### EXTRACTED MATERIAL
[Start of section]

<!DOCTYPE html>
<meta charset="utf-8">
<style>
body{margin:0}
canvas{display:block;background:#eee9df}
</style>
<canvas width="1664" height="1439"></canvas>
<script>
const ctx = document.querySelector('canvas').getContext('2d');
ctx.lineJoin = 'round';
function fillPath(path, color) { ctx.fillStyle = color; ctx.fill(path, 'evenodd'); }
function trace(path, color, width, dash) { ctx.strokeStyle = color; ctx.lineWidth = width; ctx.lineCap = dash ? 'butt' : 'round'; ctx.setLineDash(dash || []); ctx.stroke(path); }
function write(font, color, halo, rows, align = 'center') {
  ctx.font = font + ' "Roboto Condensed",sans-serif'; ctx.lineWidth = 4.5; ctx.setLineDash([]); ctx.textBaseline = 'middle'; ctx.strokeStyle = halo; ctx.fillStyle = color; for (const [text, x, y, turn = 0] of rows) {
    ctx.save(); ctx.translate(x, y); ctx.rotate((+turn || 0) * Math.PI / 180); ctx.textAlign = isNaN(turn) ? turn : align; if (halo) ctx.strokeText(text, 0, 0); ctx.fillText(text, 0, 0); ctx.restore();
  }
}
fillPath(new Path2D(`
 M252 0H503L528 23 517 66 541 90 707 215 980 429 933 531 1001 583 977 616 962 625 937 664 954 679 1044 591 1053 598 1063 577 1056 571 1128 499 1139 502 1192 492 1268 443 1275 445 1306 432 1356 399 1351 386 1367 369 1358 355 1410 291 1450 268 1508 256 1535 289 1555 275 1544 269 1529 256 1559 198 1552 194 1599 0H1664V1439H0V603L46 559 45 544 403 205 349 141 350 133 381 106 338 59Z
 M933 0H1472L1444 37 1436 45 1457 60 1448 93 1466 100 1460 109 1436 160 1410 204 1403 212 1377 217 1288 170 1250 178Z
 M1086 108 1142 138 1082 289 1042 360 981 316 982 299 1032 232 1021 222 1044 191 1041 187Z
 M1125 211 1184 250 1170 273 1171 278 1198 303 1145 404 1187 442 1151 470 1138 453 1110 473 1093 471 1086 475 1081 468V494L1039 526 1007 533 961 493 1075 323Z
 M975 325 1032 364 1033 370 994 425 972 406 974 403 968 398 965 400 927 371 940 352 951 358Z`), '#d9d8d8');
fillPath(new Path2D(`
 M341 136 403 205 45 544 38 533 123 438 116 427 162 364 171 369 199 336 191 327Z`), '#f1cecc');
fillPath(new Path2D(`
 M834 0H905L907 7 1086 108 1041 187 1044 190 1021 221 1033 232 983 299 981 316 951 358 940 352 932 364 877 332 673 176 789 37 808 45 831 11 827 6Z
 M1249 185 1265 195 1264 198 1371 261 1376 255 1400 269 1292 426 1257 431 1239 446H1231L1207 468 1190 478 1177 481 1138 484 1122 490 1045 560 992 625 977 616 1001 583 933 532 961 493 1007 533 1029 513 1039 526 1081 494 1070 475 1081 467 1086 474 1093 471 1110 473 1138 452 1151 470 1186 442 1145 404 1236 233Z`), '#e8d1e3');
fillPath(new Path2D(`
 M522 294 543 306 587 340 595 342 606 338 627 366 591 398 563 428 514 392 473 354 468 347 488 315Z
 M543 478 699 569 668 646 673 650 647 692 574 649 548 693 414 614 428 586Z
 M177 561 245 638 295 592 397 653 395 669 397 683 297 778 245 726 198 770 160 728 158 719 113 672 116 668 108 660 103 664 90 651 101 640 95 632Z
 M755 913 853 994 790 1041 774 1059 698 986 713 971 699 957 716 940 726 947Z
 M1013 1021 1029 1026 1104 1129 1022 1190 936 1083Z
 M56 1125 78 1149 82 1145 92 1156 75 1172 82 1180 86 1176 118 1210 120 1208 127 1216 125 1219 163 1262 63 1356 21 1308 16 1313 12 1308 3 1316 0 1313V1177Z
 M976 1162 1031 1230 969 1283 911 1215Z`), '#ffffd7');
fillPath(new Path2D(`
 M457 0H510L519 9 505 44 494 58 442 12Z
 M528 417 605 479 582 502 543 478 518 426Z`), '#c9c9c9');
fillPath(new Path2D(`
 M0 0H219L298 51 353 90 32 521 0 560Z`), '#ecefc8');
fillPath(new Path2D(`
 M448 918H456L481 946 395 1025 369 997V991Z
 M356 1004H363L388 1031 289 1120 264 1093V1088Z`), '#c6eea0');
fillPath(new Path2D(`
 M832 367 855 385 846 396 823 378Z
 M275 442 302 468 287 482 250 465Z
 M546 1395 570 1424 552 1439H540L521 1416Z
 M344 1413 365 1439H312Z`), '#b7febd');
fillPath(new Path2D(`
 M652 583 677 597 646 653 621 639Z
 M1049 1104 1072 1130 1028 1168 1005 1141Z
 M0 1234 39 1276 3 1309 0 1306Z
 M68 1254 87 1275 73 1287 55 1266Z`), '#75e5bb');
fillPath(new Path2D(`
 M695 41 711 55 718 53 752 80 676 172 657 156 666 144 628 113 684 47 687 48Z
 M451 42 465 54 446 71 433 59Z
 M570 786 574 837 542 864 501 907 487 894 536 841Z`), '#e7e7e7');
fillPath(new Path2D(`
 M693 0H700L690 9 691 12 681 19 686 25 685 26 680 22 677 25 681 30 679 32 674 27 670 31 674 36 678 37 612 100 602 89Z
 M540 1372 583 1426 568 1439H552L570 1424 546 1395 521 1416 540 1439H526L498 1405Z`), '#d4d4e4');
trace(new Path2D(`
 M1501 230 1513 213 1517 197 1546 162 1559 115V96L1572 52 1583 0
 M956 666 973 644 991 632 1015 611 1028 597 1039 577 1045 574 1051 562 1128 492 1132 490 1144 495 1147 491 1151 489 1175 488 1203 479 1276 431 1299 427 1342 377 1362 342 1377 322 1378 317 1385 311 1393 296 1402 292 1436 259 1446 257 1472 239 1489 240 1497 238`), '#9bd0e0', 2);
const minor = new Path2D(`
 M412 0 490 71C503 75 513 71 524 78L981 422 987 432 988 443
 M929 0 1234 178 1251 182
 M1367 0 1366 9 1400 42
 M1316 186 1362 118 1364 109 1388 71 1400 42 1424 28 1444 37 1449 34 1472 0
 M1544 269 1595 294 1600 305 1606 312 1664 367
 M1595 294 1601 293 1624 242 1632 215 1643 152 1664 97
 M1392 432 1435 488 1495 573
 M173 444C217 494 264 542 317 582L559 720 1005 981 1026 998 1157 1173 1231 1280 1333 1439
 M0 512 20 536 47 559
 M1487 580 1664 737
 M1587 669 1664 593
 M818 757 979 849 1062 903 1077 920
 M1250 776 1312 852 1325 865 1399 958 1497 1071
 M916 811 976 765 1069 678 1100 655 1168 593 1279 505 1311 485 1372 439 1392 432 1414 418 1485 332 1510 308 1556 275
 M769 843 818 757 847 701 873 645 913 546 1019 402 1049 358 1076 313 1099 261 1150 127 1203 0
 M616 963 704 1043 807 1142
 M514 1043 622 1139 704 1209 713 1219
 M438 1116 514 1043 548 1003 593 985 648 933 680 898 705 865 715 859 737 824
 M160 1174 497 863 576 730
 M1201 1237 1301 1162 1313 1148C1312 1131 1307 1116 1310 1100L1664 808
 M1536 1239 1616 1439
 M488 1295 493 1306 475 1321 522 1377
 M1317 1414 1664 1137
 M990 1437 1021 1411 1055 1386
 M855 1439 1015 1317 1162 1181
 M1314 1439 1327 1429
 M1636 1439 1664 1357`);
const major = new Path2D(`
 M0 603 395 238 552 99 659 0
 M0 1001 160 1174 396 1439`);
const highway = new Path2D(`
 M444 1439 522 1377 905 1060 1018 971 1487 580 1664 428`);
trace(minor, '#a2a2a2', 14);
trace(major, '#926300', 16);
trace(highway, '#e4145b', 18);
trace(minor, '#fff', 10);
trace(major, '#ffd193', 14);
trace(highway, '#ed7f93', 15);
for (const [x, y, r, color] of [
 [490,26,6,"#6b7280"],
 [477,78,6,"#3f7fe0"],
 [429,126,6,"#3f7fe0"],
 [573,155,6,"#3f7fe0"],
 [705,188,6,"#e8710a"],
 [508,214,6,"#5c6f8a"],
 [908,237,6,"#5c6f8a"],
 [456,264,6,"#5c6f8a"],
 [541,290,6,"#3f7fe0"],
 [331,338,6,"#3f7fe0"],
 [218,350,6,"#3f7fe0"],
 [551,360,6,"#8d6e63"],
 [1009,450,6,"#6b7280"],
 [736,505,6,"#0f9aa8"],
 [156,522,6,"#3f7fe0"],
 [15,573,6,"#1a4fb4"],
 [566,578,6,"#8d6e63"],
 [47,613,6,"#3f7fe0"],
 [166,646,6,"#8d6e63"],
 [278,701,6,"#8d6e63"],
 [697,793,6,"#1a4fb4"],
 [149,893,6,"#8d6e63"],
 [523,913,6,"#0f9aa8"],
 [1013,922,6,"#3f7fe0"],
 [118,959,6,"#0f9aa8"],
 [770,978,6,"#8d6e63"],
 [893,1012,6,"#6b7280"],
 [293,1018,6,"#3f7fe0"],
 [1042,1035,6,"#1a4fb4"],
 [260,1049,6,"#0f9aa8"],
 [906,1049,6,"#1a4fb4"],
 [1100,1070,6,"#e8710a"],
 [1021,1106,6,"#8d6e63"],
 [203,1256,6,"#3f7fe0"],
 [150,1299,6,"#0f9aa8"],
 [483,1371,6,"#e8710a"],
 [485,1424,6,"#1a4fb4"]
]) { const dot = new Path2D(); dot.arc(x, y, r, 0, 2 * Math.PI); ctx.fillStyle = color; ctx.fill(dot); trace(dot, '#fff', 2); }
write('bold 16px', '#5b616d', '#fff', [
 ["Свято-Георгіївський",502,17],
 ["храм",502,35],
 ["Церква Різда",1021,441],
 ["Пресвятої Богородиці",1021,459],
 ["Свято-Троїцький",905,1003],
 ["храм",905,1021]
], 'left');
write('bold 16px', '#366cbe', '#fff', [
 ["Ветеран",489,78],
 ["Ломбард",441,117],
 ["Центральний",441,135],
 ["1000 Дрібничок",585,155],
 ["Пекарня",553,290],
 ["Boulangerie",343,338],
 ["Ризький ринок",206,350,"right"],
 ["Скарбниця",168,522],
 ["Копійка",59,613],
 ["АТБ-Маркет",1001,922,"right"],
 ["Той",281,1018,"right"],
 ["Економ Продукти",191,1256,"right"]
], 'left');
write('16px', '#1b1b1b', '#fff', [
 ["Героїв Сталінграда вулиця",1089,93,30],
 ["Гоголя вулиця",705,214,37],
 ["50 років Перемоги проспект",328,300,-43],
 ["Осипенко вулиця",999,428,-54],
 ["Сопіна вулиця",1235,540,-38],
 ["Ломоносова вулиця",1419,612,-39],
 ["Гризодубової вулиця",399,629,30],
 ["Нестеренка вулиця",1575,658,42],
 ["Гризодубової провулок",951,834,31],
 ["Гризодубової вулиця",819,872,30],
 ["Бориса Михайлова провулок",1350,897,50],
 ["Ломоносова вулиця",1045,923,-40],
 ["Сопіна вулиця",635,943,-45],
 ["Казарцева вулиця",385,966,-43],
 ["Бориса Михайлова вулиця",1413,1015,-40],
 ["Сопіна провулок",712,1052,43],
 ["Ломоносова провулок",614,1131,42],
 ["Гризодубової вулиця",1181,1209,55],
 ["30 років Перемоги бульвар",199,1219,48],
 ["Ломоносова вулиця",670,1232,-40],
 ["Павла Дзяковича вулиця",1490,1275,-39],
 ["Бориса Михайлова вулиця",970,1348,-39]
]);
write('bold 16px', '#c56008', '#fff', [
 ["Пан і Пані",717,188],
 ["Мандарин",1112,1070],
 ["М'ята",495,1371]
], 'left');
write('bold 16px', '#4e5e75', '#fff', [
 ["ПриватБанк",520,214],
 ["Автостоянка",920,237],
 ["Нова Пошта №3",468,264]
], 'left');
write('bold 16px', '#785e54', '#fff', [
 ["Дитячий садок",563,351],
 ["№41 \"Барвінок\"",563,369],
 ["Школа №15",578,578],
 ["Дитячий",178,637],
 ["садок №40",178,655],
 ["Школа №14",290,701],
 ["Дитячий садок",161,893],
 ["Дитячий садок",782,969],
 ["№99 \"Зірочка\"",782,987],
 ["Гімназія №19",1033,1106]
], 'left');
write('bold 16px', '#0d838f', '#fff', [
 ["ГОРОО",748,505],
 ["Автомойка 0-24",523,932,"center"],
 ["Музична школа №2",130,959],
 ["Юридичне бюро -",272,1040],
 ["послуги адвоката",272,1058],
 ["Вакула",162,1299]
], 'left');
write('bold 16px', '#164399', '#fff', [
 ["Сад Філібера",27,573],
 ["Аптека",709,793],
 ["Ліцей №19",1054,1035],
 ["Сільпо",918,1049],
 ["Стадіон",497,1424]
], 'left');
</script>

[End of section]

### TO DO
Which lines of the data include "function"? Copy each of them.

### SOLVED EXERCISE
function fillPath(path, color) { ctx.fillStyle = color; ctx.fill(path, 'evenodd'); }
function trace(path, color, width, dash) { ctx.strokeStyle = color; ctx.lineWidth = width; ctx.lineCap = dash ? 'butt' : 'round'; ctx.setLineDash(dash || []); ctx.stroke(path); }
function write(font, color, halo, rows, align = 'center') {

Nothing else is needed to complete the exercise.